> DATASET EXCERPTS:
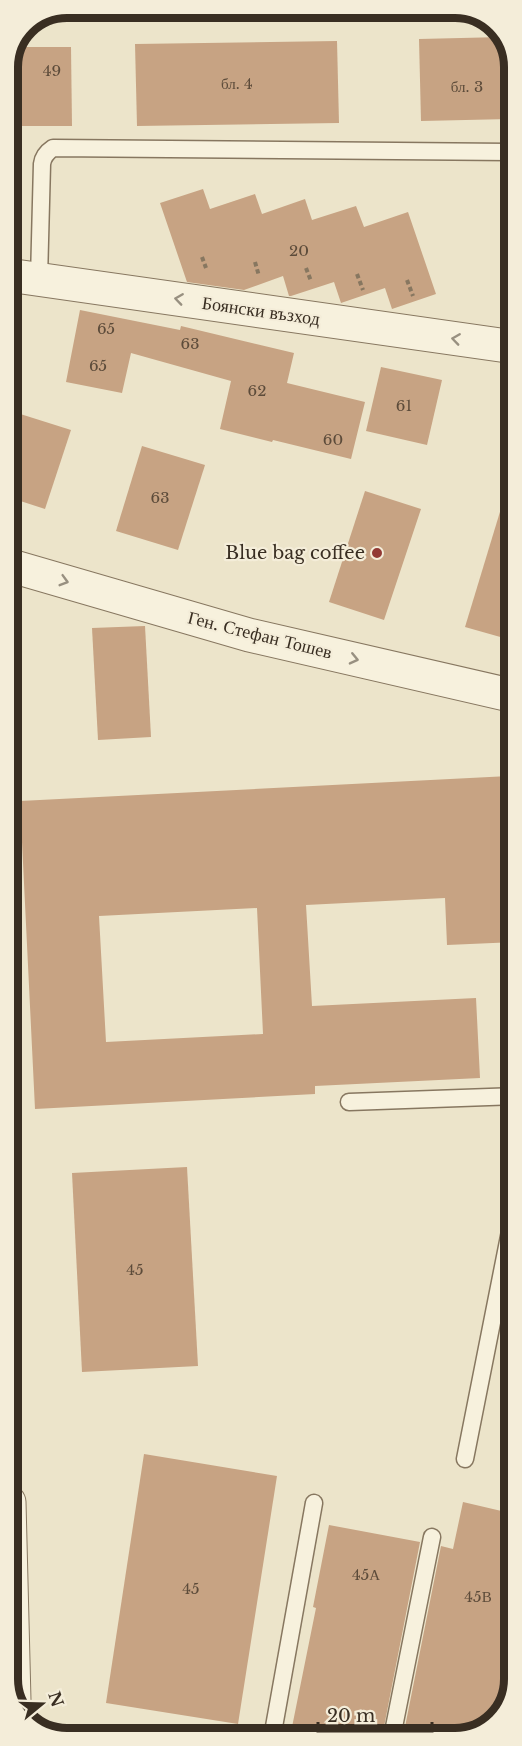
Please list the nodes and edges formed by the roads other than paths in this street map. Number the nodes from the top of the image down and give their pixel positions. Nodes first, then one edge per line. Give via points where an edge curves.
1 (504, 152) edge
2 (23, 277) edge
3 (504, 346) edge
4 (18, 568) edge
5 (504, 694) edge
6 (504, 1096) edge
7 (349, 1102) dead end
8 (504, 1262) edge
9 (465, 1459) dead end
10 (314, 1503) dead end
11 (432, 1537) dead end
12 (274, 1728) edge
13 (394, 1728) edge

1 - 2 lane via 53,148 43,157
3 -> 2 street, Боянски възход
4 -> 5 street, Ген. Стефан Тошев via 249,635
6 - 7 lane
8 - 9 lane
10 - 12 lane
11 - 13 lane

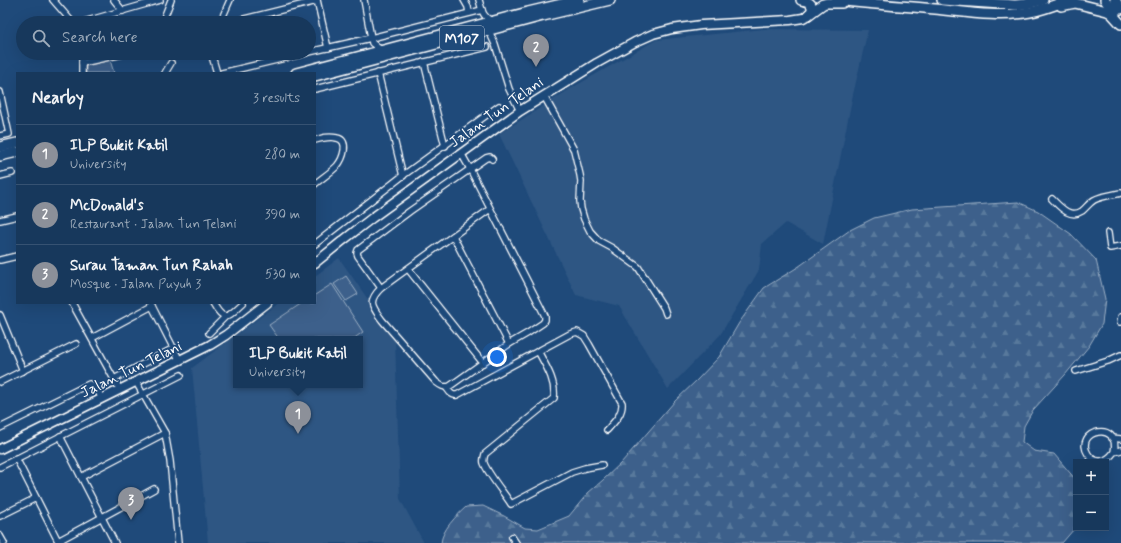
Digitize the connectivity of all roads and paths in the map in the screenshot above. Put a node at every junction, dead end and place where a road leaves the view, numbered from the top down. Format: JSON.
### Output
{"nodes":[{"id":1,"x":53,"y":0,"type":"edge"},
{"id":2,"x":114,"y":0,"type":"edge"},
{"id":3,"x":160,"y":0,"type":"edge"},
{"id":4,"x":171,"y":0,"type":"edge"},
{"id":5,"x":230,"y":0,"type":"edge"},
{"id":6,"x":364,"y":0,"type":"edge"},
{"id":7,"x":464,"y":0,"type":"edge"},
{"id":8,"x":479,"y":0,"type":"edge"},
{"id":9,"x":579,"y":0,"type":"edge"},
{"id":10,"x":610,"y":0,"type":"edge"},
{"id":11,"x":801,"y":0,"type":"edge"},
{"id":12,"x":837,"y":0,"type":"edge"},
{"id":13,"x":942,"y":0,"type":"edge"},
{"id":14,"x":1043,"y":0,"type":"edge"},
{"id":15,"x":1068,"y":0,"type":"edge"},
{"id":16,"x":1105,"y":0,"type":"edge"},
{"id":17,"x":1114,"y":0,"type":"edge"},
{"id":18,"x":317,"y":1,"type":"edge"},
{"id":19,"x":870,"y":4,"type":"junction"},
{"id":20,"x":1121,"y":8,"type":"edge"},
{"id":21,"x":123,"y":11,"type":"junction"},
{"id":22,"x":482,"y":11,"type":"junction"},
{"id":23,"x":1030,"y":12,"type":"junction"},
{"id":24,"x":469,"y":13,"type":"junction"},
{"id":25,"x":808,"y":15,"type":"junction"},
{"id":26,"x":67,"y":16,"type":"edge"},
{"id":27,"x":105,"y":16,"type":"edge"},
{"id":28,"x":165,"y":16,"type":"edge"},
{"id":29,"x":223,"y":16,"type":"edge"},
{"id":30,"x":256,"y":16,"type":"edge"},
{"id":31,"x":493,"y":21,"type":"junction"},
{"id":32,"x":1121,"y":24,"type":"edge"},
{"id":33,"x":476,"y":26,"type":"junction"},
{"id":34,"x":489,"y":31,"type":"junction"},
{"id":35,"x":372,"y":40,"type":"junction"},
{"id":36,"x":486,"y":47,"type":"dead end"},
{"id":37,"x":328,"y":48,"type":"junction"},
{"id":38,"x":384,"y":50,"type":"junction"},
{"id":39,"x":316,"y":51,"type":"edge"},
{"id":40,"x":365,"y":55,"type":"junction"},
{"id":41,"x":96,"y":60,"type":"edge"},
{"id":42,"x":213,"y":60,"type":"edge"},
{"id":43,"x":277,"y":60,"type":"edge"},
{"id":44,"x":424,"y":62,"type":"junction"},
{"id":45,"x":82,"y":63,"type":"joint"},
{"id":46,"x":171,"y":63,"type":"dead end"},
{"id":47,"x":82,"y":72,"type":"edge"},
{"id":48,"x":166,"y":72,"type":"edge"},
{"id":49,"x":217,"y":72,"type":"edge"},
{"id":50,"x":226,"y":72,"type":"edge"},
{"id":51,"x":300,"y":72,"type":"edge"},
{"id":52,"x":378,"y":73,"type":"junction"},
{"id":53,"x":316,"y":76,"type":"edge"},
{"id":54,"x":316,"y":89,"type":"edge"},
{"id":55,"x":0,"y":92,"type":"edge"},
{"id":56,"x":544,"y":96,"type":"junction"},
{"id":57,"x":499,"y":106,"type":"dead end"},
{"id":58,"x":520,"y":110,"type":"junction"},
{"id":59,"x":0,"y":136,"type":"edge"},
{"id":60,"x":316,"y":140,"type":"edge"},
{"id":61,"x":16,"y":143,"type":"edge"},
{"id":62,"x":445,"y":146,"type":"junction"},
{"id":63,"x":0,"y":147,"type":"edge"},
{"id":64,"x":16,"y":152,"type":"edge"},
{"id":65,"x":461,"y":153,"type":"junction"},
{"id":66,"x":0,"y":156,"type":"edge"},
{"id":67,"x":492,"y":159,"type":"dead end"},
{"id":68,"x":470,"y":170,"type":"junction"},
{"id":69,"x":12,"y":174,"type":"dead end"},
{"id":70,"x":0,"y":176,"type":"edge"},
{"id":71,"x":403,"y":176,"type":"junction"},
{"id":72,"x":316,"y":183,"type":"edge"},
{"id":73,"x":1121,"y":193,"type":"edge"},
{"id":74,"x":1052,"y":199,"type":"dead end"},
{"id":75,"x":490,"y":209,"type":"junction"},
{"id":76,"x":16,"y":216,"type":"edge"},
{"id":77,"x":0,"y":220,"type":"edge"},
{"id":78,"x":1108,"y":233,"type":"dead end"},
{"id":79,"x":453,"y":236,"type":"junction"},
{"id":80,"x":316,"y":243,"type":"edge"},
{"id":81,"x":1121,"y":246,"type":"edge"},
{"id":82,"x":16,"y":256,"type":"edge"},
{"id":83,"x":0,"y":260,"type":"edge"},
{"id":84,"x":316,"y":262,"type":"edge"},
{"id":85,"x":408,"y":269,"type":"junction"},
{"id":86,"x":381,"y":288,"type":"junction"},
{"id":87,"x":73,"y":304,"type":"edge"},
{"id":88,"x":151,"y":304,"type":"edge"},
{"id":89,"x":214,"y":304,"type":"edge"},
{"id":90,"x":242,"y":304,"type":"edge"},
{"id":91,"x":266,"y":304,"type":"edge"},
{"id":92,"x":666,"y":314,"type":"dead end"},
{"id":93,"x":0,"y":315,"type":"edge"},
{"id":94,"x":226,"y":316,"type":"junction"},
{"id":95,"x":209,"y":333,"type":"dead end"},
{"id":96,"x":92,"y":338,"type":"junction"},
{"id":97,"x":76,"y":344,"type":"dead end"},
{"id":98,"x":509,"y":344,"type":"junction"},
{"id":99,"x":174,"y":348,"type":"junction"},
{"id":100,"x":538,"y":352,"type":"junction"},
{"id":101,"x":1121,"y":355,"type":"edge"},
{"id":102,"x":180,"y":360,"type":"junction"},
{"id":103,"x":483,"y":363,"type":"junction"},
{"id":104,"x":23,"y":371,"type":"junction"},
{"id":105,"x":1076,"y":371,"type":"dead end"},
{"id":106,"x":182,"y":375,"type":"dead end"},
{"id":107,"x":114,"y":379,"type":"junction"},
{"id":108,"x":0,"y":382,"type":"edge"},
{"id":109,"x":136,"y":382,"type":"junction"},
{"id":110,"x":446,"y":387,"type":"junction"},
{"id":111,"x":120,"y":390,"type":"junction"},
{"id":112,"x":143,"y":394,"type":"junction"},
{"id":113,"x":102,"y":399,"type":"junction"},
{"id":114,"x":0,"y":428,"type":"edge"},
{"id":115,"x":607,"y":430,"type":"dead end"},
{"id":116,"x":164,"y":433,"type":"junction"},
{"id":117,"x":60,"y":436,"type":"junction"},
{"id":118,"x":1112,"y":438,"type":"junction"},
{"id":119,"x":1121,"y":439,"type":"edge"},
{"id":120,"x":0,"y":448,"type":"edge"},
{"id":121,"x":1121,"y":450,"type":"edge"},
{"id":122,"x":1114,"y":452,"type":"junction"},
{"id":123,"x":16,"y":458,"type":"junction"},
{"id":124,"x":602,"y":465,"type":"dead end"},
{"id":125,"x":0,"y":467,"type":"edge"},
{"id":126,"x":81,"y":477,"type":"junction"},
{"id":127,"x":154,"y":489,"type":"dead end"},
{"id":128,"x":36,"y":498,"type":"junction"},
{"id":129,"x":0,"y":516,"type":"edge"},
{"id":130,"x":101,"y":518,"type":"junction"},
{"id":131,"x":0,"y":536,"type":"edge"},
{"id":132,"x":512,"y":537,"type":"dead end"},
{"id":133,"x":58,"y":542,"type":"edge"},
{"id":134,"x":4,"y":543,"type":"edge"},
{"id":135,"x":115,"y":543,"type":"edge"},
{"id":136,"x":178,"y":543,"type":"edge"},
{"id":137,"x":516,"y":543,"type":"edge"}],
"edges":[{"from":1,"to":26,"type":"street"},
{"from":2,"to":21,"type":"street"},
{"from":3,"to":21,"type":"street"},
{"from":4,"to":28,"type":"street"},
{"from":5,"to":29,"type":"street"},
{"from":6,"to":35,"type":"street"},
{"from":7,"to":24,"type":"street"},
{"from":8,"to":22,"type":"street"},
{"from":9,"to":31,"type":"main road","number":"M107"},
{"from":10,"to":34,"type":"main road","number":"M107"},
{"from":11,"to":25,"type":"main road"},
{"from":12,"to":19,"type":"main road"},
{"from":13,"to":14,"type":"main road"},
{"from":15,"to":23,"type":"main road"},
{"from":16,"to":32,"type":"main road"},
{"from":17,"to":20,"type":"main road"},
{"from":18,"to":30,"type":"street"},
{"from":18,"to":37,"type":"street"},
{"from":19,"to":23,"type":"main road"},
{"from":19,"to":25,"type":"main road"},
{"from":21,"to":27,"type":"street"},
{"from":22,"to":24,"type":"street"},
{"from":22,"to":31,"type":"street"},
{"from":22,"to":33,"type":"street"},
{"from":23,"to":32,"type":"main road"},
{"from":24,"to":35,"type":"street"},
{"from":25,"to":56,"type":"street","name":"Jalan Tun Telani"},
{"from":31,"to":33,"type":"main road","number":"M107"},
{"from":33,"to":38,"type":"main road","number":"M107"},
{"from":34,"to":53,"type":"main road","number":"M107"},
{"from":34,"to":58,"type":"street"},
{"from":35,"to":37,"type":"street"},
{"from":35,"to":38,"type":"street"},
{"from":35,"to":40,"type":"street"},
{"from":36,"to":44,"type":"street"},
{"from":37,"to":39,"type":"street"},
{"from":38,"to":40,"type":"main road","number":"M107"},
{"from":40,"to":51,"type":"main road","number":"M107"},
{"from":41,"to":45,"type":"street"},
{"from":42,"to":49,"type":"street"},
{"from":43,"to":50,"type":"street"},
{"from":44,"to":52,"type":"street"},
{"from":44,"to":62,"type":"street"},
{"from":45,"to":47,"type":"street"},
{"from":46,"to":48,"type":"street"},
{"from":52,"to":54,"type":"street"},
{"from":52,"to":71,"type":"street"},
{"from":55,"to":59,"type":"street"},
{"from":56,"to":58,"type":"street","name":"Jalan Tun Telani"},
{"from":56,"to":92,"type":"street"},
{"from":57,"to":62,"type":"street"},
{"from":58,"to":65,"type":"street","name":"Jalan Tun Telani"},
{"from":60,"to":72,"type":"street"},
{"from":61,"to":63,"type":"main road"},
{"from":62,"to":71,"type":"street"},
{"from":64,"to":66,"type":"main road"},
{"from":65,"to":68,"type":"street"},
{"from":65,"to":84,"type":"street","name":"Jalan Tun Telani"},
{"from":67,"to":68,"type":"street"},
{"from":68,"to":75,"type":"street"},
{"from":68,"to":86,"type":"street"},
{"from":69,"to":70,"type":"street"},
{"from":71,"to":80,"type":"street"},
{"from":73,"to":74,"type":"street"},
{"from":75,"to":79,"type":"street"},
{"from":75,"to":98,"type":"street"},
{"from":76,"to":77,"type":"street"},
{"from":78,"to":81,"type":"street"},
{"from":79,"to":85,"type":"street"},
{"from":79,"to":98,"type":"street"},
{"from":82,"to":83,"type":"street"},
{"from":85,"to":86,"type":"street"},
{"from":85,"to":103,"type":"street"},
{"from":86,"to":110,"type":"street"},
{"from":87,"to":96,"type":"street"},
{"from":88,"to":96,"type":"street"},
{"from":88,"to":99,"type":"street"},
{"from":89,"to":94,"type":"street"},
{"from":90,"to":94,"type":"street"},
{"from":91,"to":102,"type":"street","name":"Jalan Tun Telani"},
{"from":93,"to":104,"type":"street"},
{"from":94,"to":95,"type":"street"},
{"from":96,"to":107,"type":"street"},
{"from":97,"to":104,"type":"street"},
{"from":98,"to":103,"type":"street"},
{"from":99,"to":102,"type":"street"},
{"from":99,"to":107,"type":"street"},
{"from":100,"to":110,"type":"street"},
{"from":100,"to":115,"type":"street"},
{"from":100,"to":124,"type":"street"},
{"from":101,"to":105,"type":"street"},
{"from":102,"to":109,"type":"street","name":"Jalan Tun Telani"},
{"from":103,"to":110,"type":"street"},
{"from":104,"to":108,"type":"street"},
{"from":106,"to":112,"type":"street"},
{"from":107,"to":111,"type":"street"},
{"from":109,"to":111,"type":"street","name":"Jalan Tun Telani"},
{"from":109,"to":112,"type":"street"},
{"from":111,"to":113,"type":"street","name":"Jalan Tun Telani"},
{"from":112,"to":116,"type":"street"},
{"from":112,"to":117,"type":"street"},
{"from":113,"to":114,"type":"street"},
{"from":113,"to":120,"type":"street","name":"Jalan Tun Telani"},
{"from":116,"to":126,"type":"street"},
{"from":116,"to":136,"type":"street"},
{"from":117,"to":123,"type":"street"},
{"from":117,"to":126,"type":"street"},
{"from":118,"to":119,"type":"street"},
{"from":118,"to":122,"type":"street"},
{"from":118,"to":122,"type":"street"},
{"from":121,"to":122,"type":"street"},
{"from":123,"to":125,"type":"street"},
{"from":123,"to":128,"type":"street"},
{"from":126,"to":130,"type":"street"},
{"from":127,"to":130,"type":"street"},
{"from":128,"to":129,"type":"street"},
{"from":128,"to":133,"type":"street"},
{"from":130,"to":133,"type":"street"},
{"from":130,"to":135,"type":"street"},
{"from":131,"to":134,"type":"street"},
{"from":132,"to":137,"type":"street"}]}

> WHAT YOU NEED TO DO: What is the number of lines in the listing above that contain the word "paths"? Reply with that number alone.

> REPLY: 2